The former sites of two city primary schools could hold 40 new family homes if plans are approved.
Applications have been submitted by H&H Properties Ltd to construct 21 private three-bedroom homes on the Kirkton Road site, which formerly held St Columba’s Primary.
Another application by the same developer also proposes 19 new homes at the Downfield Primary annexe site.
Despite concerns from Kirkton Community and Safety Partnership, planning officers have recommended that councillors approve the mix of two storey detached and semi-detached houses at Kirkton Road.
If given the go ahead by the committee on Monday, the new homes would be constructed next door to Downfield Primary School.

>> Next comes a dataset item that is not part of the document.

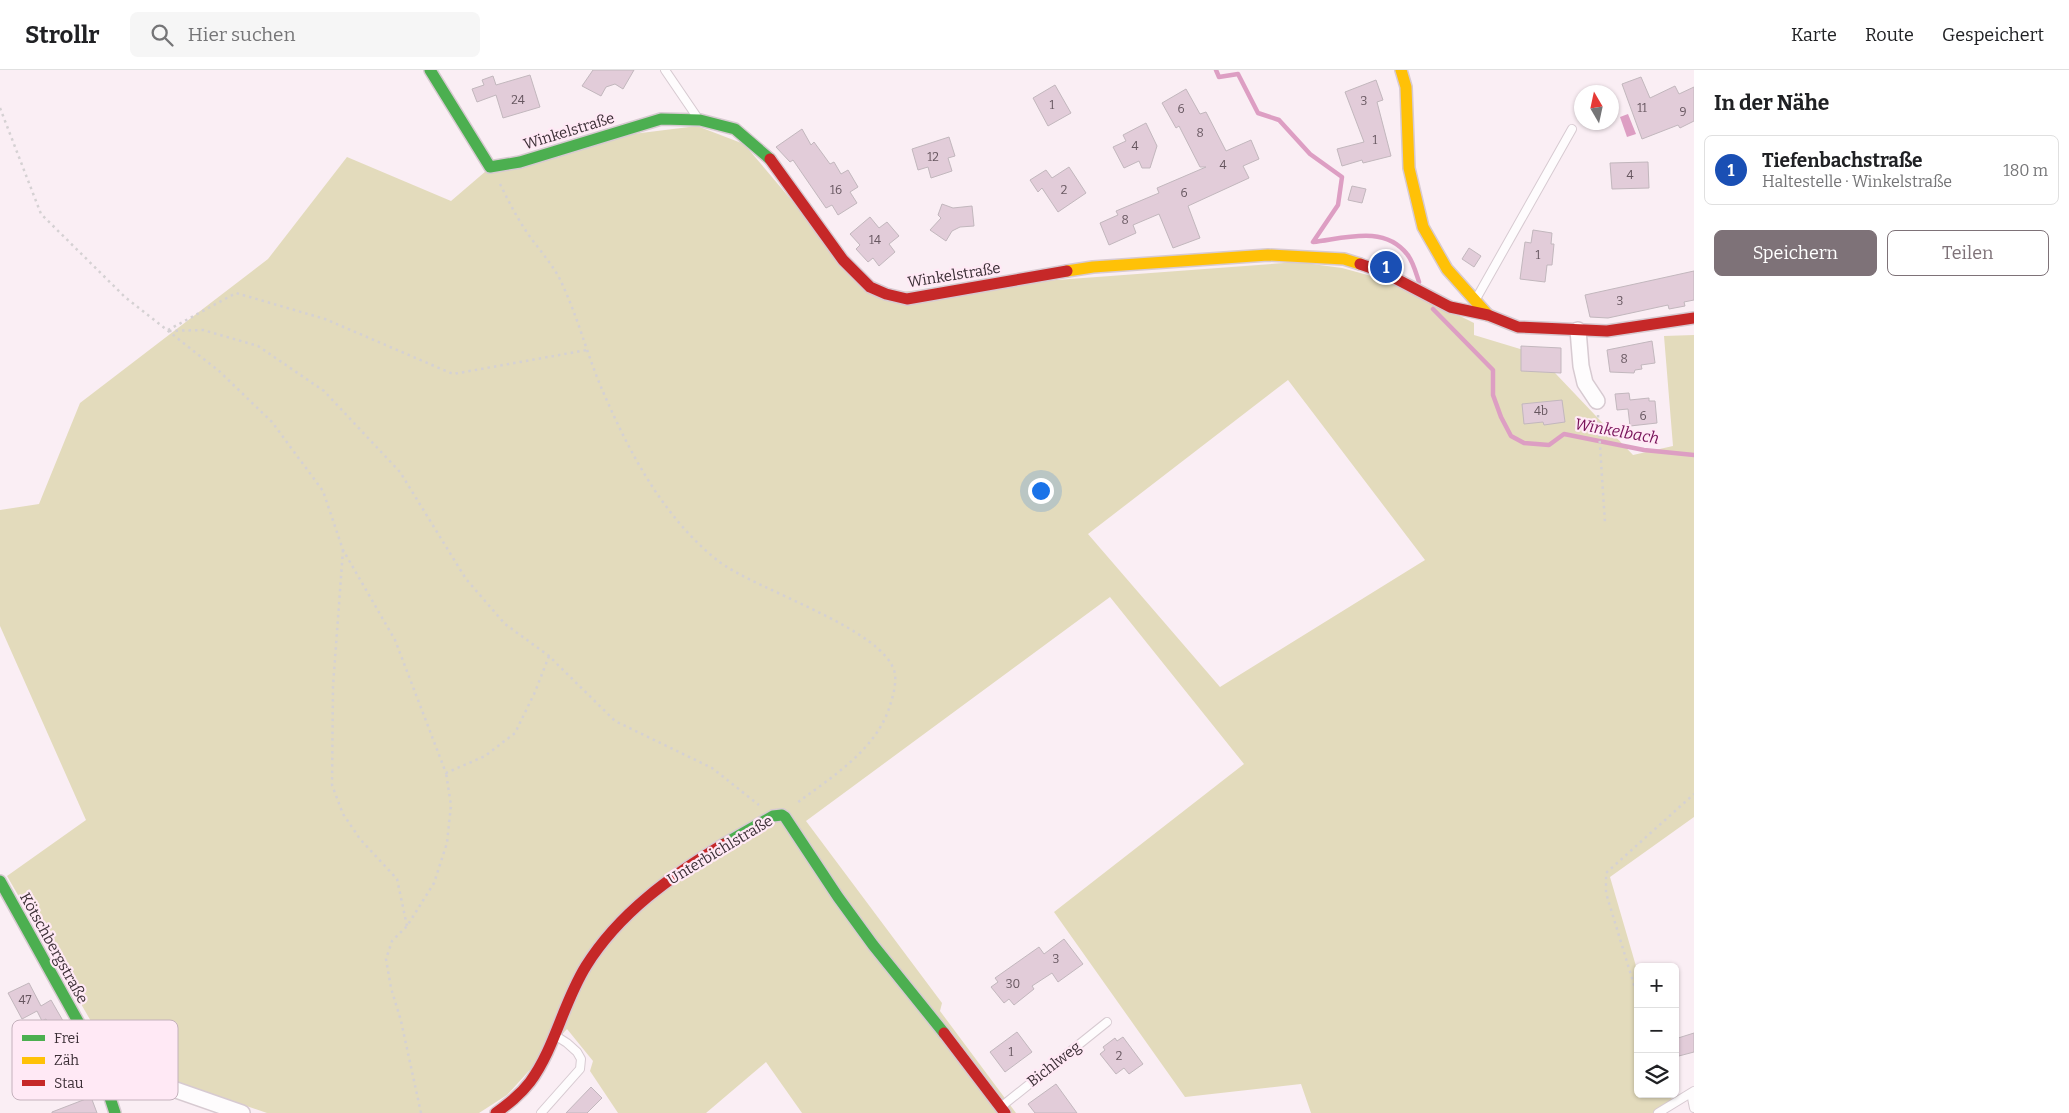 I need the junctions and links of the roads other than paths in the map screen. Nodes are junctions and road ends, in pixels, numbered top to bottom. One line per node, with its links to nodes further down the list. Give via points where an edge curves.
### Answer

However, the community partnership raised concerns that introducing more families to the area would add pressure on nearby schools and health facilities which are already over capacity.
However, the local authority says there is capacity at primary school and secondary school level in the area and the Health and Social Care Partnership have advised that, while there may be some localised capacity issues in GP practices in some parts of the city, there is sufficient capacity across the city.
If plans are approved, each plot will also be constructed with a electrical vehicle charging point and, although trees would have to be removed during the construction, there are environmental plans in place to plant more trees within the site.
The planning committee will also discuss the future of the Downfield Primary annexe site on East School Road on Monday, where H&H Properties Ltd has also proposed constructing a mix of 19 detached and four semi-detached houses.
The proposed houses would feature concrete roof tiles, dry dash render to external walls and
UPVC windows, doors and rainwater goods as well as added solar panels to each roof.
The developers have proposed access to the residential development be taken from Camperdown Road via a new entry point.
Although approval is recommended, subject to conditions, the proposals have attracted seven letters of objection.
Locals have said the increased traffic on surrounding roads will have a detrimental impact on road and pedestrian safety, and have concerns with the proposed access onto Camperdown Road.
Flooding and drainage concerns have also been outlined as there is a history of flooding in the area.
However, SEPA has made no objections to the proposal and is satisfied that the development would not increase the risk of surface water flooding within the surrounding area.
The Council’s engineers also consider that an acceptable surface water drainage solution and flood risk assessment have been submitted.
A decision will be made on both developments during the city planning meeting which is to be held remotely on Monday November 9.